In my previous blog I looked at the ways in which the marking of examinations in England is particularly problematic in subjects like History and English. For a full review of this, you may like to read Ofqual’s blog and report on the subject. Today I want to deal with the question of what action the educational establishment might take.
GCSE and A-Level examinations are still being held up vital to the education system. The impetus has been to seek to cement their place as the “gold standard” both nationally and internationally. If we want this to be true in reality, I wonder if we need a more fundamental rethink of what examinations (especially GCSE examinations) are for and therefore what they might be in an educational landscape which is vastly different from that of the late 1980s when GCSEs were first introduced.
What are GCSE examinations for?
The seemingly simple question of the purpose of GCSE examinations is actually very complex indeed. But of course, as with all assessment, validity is heavily connected to the inferences one wants to draw from an exam (Wiliam, 2014). The range of inferences which are suggested as valid from a set of GCSE examinations are extremely diverse:
- GCSE grades might tell us how well a student has done in a subject compared to others who studied the same subject
- Ofsted have used GCSE grades to determine school impact and educational quality
- Employers have sought to use GCSE grades as a broad indicator of a student’s ability to communicate effectively, or perform core tasks. Children are often told directly that good GCSE grades tell potential employers that they are good candidates too.
- School leaders have used GCSE results to draw inferences about the effectiveness of their departments and teachers.
- FE and Sixth Form Colleges seek to use GCSE grades as a measure of potential for a student to engage in further study
- The DfE use GCSE English and Maths grades (C+) as a partial determiner of a candidate’s suitability to become a teacher.
- Some universities (notably Durham) have even used GCSE grades as a means of distinguishing between groups of students who all have a clean sweep of “A” grades at A-Level.

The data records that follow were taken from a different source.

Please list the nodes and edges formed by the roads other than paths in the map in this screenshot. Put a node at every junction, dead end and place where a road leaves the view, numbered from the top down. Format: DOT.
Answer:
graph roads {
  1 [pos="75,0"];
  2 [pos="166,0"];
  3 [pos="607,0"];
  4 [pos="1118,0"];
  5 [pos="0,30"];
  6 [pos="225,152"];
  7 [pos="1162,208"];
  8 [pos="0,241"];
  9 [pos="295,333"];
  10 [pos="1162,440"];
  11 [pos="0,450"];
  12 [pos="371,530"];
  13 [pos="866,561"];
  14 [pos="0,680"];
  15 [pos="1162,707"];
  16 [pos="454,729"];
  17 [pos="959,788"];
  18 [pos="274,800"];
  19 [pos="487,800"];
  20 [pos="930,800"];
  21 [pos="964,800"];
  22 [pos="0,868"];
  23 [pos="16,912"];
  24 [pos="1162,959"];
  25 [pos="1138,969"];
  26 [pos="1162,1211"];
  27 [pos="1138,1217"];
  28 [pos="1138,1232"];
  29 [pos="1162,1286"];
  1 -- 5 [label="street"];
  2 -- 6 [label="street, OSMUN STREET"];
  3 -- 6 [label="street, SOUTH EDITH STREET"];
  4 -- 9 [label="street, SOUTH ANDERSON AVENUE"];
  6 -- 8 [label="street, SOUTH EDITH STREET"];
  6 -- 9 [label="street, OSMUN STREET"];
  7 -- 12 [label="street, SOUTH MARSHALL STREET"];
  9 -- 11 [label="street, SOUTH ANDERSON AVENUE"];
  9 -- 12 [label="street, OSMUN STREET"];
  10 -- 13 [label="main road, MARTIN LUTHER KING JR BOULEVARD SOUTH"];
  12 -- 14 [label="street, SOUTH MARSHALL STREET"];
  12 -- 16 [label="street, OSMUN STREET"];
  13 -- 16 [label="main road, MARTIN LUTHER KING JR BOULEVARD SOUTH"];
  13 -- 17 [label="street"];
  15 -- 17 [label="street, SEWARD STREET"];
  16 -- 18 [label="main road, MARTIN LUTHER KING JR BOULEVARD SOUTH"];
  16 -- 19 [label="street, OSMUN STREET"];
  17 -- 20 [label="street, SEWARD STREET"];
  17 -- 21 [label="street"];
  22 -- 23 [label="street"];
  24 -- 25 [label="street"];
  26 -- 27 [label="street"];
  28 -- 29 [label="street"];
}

I could go on, but you get the picture I think. The real question is whether the current system of GCSE examination can meet these purposes. I don’t have the space for a long analysis here, but it is fair to say that Ofsted have already begun to recognise the limits of GCSE grades as the sole measure of educational quality. Equally, any school leader worth their salt knows that GCSE results are only ever a partial picture of a teacher’s effectiveness. Employers frequently complain that GCSE grades don’t give them any useful information about a young employee’s ability to communicate correctly in a letter or email, or to complete financial calculations. Universities make similar complaints at A-Level. Similarly, the DfE themselves require trainee teachers to take additional maths and literacy tests to confirm their abilities – the GCSE is not trusted alone. Pupils also quickly find that their GCSE grades might get them a foot in the door, but they are far from the ticket to wealth and happiness they were promised.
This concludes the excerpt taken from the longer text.